:: EXERCISE AIM ::
Would you filter the listing below so that only lines with the word "Avenida" remain?

:: EXCERPTED RECORDS ::
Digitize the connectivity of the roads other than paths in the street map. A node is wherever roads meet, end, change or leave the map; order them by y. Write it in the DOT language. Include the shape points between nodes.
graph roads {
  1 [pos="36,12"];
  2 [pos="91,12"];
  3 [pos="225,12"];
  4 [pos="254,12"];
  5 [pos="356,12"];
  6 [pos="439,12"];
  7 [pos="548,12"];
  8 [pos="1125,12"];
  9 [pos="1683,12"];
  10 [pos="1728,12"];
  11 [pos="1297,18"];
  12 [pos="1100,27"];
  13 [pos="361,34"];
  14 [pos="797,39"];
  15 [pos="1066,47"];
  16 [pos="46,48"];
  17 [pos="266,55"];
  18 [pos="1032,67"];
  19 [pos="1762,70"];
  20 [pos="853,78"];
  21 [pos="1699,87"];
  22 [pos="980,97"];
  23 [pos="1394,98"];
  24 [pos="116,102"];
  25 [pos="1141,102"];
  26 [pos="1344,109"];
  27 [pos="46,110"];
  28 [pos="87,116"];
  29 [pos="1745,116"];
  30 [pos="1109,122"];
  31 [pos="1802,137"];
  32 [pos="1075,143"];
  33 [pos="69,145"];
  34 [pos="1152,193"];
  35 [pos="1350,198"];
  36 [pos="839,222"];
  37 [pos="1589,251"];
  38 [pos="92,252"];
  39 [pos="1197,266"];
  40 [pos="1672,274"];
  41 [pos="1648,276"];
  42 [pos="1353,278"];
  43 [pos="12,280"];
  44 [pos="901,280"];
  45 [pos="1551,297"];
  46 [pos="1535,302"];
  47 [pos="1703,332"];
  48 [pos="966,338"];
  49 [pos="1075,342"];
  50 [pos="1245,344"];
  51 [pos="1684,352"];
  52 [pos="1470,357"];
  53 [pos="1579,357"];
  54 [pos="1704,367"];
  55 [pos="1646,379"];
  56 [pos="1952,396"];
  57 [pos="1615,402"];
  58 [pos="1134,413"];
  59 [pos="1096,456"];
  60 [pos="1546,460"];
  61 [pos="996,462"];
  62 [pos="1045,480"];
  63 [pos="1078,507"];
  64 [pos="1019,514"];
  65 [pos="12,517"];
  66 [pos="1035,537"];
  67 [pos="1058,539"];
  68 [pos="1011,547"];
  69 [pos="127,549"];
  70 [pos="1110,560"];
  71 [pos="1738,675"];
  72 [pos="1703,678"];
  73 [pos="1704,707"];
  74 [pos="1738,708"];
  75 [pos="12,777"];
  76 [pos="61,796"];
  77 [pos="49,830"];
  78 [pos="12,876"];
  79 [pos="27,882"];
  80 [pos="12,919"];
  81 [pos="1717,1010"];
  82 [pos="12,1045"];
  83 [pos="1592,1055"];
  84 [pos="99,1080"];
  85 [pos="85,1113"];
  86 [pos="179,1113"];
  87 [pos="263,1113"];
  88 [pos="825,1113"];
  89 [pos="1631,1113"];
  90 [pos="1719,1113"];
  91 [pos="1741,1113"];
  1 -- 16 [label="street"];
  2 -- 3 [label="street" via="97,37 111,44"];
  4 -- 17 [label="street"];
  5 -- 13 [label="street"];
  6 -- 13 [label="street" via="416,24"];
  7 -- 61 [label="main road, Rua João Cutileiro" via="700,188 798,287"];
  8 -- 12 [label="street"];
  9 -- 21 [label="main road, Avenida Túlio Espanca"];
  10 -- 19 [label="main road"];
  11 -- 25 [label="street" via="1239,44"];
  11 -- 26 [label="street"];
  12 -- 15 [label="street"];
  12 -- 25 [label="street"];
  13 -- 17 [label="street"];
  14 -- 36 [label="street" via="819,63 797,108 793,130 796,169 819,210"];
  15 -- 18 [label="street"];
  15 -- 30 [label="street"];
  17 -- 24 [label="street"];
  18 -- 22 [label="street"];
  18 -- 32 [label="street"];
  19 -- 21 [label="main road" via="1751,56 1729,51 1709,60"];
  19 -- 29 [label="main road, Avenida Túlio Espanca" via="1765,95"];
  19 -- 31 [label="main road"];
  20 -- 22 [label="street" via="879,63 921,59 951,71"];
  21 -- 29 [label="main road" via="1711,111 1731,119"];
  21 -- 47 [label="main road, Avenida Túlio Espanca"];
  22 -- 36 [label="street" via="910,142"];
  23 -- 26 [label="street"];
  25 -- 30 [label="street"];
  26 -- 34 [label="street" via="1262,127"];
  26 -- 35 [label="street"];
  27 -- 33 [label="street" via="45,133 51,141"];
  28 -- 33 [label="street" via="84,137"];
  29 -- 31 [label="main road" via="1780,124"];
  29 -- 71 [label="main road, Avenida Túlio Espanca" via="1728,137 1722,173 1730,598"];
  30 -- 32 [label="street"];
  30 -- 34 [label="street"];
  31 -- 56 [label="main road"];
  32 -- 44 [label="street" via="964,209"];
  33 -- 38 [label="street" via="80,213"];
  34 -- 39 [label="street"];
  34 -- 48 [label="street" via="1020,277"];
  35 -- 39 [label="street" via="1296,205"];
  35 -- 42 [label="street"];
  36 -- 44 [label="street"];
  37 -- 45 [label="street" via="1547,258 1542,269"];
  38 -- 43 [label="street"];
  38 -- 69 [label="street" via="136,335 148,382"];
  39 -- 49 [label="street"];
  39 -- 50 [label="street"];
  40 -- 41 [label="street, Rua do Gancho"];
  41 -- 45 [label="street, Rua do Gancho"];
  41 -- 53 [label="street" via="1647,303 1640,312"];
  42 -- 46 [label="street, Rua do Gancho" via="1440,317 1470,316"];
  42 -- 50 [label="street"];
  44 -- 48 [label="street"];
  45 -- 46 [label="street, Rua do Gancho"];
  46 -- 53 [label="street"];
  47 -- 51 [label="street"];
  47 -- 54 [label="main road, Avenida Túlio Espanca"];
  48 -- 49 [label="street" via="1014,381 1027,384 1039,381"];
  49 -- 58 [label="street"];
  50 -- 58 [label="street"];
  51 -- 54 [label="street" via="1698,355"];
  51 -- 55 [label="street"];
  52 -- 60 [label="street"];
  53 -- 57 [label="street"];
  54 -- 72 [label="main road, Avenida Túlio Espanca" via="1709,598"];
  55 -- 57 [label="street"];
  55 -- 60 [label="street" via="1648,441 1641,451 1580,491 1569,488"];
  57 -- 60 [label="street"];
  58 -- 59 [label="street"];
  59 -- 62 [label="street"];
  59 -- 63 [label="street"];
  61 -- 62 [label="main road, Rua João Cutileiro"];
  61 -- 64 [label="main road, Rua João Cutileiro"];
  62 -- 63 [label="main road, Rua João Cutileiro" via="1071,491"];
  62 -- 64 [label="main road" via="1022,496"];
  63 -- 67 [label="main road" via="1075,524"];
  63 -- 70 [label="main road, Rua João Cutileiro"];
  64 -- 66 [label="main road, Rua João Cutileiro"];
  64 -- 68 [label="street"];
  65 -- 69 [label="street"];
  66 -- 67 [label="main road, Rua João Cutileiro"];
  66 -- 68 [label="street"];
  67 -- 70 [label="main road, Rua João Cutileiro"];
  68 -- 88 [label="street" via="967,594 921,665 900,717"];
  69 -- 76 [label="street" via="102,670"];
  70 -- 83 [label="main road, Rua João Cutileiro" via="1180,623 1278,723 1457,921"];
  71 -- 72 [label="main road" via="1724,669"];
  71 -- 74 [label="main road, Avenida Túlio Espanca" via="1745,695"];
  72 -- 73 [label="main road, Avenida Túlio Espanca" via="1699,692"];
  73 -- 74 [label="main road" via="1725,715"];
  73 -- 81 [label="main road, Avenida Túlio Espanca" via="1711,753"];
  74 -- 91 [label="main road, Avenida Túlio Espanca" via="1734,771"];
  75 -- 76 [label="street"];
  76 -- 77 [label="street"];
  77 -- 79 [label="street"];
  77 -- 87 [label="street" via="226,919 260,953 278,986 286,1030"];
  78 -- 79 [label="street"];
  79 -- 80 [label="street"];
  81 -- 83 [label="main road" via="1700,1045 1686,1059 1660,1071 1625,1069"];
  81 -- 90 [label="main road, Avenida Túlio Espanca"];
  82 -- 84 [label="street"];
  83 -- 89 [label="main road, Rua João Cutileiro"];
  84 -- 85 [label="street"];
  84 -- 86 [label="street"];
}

:: OUTPUT OF THE EXERCISE ::
  9 -- 21 [label="main road, Avenida Túlio Espanca"];
  19 -- 29 [label="main road, Avenida Túlio Espanca" via="1765,95"];
  21 -- 47 [label="main road, Avenida Túlio Espanca"];
  29 -- 71 [label="main road, Avenida Túlio Espanca" via="1728,137 1722,173 1730,598"];
  47 -- 54 [label="main road, Avenida Túlio Espanca"];
  54 -- 72 [label="main road, Avenida Túlio Espanca" via="1709,598"];
  71 -- 74 [label="main road, Avenida Túlio Espanca" via="1745,695"];
  72 -- 73 [label="main road, Avenida Túlio Espanca" via="1699,692"];
  73 -- 81 [label="main road, Avenida Túlio Espanca" via="1711,753"];
  74 -- 91 [label="main road, Avenida Túlio Espanca" via="1734,771"];
  81 -- 90 [label="main road, Avenida Túlio Espanca"];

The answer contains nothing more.